What is being asked: Lines from the one containing "middle pip: (556, 283)" to the end of the data below are to be restated exactly, with both ends included and nothing else.
·····
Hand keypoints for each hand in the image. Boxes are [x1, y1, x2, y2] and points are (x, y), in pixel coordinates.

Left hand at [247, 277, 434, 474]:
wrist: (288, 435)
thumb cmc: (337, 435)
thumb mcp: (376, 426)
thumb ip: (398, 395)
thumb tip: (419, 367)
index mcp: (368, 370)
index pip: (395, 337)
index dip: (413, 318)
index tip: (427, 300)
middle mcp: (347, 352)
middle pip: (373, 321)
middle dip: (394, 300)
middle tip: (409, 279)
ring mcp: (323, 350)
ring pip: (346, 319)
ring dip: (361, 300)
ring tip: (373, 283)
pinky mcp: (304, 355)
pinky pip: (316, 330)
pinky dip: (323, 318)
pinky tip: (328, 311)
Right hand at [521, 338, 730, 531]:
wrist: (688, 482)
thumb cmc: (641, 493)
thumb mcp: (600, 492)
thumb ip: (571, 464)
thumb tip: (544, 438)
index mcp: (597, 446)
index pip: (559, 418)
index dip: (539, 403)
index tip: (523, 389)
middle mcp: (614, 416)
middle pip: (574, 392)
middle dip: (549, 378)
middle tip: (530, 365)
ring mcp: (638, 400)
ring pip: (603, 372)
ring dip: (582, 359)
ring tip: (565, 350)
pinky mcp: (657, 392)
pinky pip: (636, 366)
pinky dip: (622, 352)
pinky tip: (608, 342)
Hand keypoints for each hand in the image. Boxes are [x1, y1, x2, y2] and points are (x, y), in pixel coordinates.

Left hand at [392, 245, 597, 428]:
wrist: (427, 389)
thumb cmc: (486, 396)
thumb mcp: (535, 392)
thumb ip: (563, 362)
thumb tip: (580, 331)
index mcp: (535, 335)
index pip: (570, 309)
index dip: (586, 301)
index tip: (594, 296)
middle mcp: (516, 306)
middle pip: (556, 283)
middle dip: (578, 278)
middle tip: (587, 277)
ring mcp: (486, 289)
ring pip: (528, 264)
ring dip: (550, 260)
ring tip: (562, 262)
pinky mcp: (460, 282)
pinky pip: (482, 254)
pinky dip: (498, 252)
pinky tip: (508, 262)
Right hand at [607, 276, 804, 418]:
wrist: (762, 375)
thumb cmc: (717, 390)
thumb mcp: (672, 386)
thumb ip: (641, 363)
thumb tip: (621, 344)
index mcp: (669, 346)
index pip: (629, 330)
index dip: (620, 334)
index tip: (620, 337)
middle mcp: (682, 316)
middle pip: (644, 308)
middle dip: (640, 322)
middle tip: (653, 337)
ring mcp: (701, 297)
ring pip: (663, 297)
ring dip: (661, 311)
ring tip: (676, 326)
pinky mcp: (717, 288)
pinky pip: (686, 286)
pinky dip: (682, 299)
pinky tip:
·····
Response to this task:
middle pip: (556, 283)
middle dip: (578, 278)
middle tip: (587, 277)
ring mcp: (486, 289)
ring pip: (528, 264)
ring dip: (550, 260)
ring tip: (562, 262)
pinky mcp: (460, 282)
pinky pip: (482, 254)
pinky dip: (498, 252)
pinky tip: (508, 262)
Right hand at [607, 276, 804, 418]:
wrist: (762, 375)
thumb cmc: (717, 390)
thumb mcp: (672, 386)
thumb ip: (641, 363)
thumb tip: (621, 344)
index mcp: (669, 346)
index pip: (629, 330)
index dip: (620, 334)
index tip: (620, 337)
middle mcp: (682, 316)
middle pip: (644, 308)
middle dip: (640, 322)
middle tip: (653, 337)
ring mcp: (701, 297)
ring pip: (663, 297)
ring dip: (661, 311)
ring tip: (676, 326)
pinky mcp: (717, 288)
pinky pip: (686, 286)
pinky dip: (682, 299)
pinky tip:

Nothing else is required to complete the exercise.